The Public Radio International show airs locally from noon to 1 p.m. Fridays on the National Public Radio affiliate station KJZZ 91.5 FM. You can listen to programming at the website kjzz.org
You can also listen later to the program’s recent editions and segments at the “Science Friday’ website
Haynes says one of the “Science Friday” producers contacted her to ask about recent developments in synthesizing human chromosomes.
“I mentioned our lab’s work on CRISPR and I forwarded our paper to him.

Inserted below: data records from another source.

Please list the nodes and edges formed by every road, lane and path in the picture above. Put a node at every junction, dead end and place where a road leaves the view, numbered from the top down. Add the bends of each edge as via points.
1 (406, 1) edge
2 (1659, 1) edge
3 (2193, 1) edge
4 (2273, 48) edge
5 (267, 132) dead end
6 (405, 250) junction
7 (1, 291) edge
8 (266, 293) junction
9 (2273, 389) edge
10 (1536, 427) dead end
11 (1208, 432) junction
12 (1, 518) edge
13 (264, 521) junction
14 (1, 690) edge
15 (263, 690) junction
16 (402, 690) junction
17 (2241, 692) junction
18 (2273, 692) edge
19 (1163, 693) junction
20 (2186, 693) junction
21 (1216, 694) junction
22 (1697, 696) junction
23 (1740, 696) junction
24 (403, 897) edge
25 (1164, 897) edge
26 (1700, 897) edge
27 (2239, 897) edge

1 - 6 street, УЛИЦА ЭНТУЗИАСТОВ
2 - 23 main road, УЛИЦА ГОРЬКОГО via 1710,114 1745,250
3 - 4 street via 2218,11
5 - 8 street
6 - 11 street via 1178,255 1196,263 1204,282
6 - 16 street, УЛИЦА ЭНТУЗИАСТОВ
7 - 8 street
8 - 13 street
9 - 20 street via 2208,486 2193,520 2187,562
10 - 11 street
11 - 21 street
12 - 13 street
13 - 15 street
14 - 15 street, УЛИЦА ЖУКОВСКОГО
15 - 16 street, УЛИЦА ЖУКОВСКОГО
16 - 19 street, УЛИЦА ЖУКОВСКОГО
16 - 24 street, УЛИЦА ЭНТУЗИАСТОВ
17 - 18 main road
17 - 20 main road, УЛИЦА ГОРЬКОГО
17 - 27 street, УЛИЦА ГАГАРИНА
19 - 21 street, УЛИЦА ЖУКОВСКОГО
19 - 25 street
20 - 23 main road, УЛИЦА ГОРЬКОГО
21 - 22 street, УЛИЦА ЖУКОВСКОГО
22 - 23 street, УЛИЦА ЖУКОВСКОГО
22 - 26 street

We discussed the findings and he invited me to speak on the show,” she says.
The paper, published this month in the journal ACS Synthetic Biology, is based on a discovery by Haynes’ lab team of an underlying cause of CRISPR failure: a special system that coils up DNA in human cells, as well as in other animals and in plants.

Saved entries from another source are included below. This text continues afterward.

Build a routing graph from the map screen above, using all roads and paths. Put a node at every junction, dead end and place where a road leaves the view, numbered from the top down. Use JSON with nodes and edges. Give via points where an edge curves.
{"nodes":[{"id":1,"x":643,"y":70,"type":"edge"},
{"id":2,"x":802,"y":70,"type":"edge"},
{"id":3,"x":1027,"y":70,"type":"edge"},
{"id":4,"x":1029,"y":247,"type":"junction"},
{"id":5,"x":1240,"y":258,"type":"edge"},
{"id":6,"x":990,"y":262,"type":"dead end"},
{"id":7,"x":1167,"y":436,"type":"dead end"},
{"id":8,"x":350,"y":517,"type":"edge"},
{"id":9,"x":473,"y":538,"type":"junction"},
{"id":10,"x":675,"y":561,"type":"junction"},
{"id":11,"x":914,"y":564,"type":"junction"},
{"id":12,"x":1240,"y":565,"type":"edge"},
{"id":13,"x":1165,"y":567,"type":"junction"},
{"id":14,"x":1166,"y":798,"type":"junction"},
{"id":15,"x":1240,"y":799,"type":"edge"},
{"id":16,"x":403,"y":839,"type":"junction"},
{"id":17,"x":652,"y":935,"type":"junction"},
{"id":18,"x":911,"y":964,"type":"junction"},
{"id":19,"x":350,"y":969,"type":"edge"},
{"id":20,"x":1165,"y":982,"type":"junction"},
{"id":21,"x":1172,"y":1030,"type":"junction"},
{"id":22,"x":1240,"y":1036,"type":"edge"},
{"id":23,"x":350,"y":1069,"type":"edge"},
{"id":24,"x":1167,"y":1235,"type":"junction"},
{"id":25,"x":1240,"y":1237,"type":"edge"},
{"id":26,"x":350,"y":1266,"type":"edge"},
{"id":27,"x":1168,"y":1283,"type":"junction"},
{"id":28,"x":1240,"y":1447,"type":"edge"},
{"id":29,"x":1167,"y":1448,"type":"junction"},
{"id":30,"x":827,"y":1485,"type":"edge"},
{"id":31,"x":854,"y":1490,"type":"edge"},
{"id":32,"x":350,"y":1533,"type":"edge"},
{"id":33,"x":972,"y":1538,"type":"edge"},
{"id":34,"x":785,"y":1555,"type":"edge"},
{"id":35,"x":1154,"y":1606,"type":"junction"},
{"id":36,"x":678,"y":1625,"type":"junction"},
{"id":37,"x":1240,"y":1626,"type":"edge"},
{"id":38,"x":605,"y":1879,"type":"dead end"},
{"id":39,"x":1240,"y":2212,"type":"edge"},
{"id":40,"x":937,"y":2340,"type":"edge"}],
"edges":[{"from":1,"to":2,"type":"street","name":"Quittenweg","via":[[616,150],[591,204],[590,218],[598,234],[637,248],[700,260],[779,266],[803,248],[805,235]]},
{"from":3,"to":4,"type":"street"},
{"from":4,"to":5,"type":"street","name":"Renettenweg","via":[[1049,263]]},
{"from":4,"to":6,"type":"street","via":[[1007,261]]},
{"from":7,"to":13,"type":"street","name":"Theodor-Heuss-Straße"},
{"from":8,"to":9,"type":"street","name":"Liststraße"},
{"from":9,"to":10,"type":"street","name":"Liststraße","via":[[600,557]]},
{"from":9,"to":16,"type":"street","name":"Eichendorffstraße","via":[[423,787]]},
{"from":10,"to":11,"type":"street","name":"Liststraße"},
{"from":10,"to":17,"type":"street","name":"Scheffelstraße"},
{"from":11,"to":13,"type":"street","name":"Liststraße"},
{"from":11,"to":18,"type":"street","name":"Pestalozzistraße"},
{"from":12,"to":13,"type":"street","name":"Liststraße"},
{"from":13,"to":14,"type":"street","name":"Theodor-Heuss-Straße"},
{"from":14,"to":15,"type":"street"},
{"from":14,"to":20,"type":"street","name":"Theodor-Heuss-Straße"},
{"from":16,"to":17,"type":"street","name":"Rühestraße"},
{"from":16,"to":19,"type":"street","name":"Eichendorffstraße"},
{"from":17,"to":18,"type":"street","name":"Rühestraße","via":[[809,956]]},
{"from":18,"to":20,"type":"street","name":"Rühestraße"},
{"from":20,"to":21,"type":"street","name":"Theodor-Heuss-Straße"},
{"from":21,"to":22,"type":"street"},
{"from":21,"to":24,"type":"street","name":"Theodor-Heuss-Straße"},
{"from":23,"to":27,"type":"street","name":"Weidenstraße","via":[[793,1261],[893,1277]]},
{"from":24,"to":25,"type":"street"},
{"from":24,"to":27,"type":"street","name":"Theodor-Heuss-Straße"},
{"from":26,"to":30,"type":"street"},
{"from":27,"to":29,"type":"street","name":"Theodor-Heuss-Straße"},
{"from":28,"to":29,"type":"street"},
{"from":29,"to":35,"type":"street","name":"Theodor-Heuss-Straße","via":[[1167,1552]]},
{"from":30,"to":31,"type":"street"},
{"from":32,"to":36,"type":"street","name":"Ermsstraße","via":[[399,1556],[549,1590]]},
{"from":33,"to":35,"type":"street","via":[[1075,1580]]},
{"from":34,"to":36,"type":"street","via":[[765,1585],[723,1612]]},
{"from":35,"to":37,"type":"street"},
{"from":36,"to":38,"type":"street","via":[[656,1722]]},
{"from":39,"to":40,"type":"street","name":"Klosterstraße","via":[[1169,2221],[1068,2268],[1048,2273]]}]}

“This coiling makes the DNA difficult for CRISPR to gain access to,” Haynes says.
Her team also found that uncoiling the DNA improves CRISPR activity — a discovery that could have a major impact on the new technology.
Her lab’s research focuses on engineering DNA-coiling, not on CRISPR. The research described in the paper started with “a hunch that DNA-coiling might interfere with CRISPR, as is the case for other approaches that are used to control genes,” Haynes explains.
The lead author of the paper is biological design doctoral student Rene Daer.
The interview on Friday will be Haynes’ second time on “Science Friday.” She was interviewed on the show eight years ago, while she was a postdoctoral fellow at Davidson College in North Carolina, to discuss using bacteria as tiny computers.